> Information shown:
- - - - -

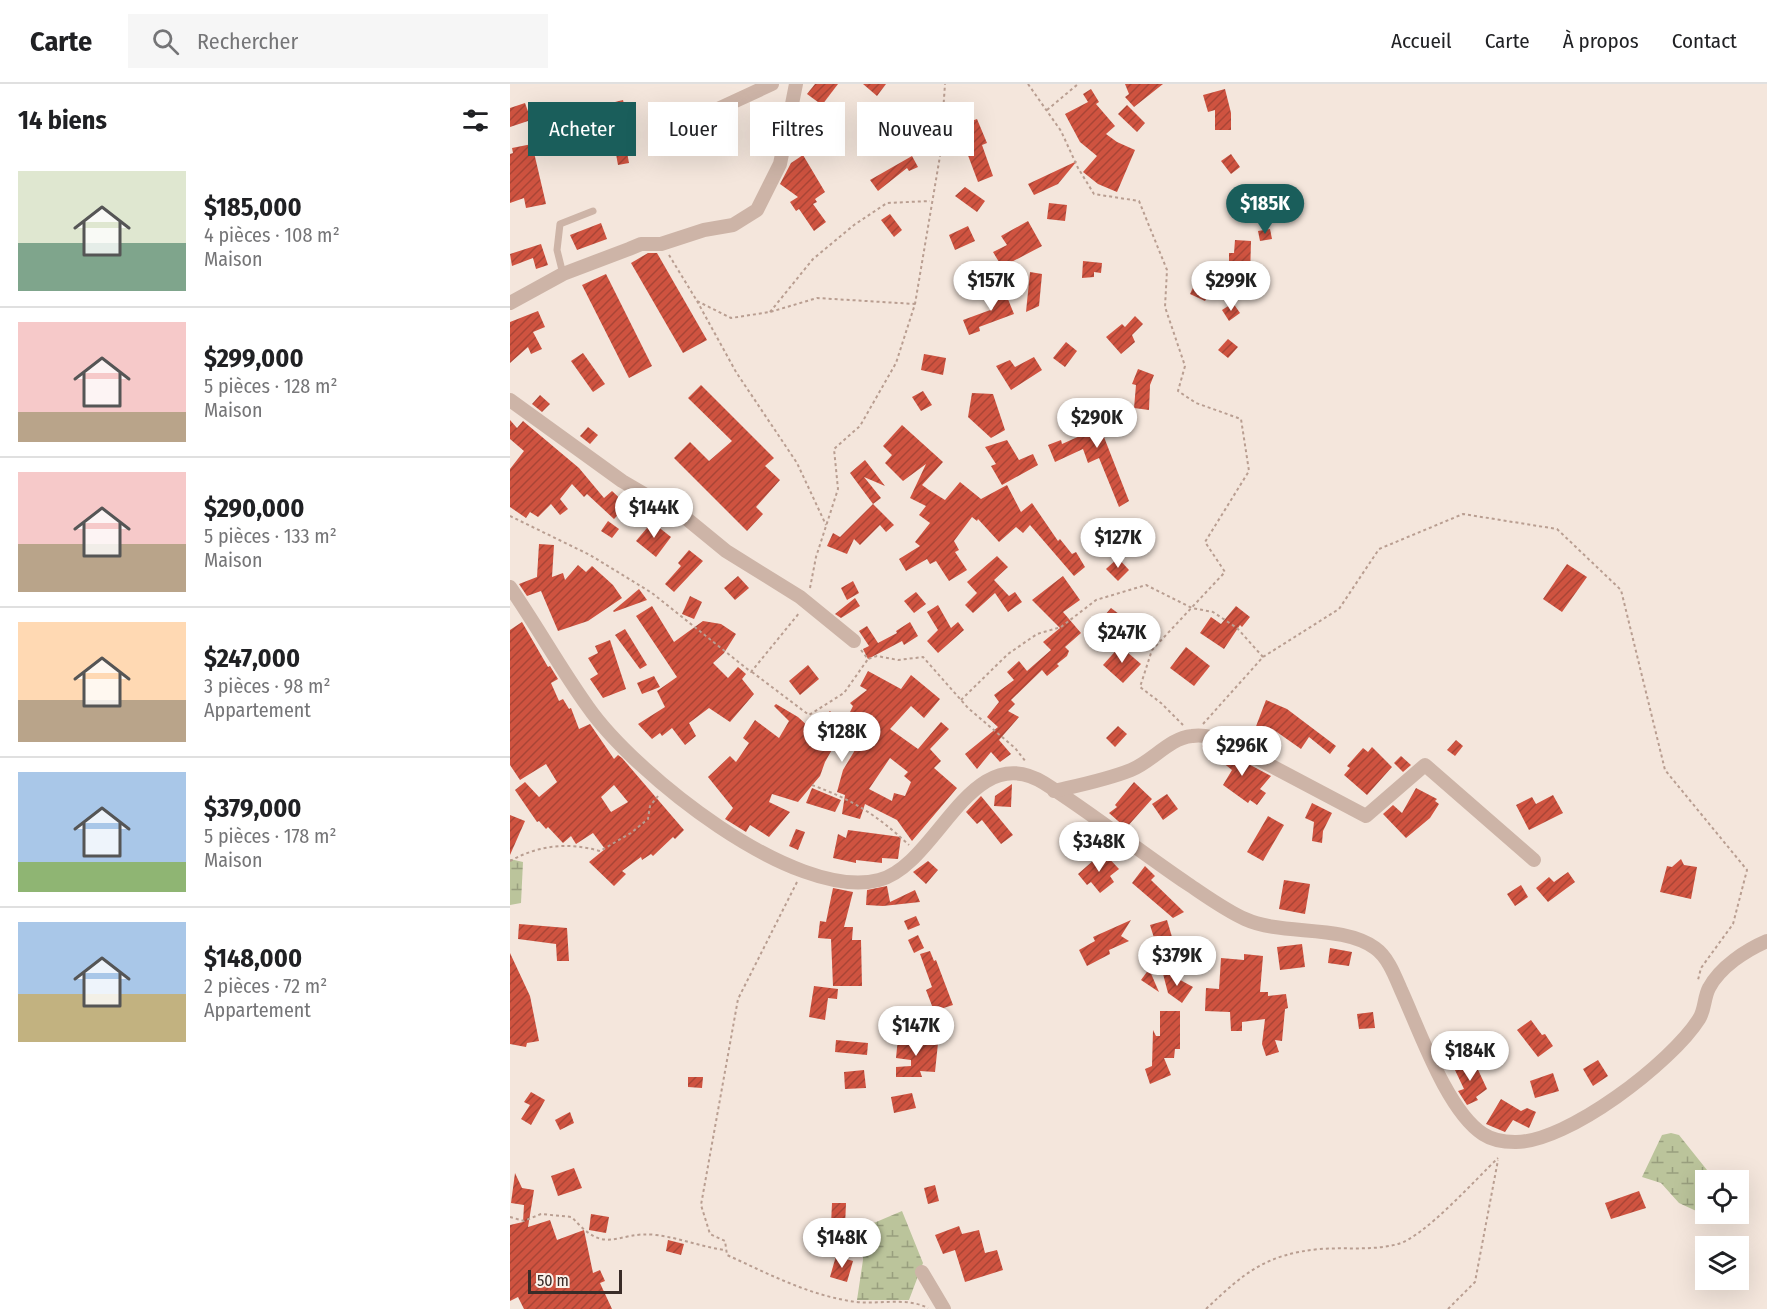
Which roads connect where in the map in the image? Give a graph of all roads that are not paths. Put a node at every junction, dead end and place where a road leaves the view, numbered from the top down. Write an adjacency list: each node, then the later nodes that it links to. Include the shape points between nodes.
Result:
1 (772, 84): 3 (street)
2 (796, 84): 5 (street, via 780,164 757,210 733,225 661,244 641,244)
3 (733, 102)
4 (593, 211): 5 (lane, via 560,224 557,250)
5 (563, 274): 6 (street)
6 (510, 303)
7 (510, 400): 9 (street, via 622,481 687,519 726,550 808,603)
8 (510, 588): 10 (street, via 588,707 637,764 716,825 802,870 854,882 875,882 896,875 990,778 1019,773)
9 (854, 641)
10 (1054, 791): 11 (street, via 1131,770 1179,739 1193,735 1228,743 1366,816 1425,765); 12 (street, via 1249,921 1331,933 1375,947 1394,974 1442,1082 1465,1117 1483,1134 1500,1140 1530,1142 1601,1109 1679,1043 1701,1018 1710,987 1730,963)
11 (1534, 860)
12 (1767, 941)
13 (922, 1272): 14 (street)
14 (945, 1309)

- - - - -

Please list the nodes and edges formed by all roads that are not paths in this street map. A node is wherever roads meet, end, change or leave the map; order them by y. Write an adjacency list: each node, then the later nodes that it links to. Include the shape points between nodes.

- - - - -

> What you have to do:
Look for the word "then" throughout the material above and copy every line that has it.

> Answer:
Which roads connect where in the map in the image? Give a graph of all roads that are not paths. Put a node at every junction, dead end and place where a road leaves the view, numbered from the top down. Write an adjacency list: each node, then the later nodes that it links to. Include the shape points between nodes.
Please list the nodes and edges formed by all roads that are not paths in this street map. A node is wherever roads meet, end, change or leave the map; order them by y. Write an adjacency list: each node, then the later nodes that it links to. Include the shape points between nodes.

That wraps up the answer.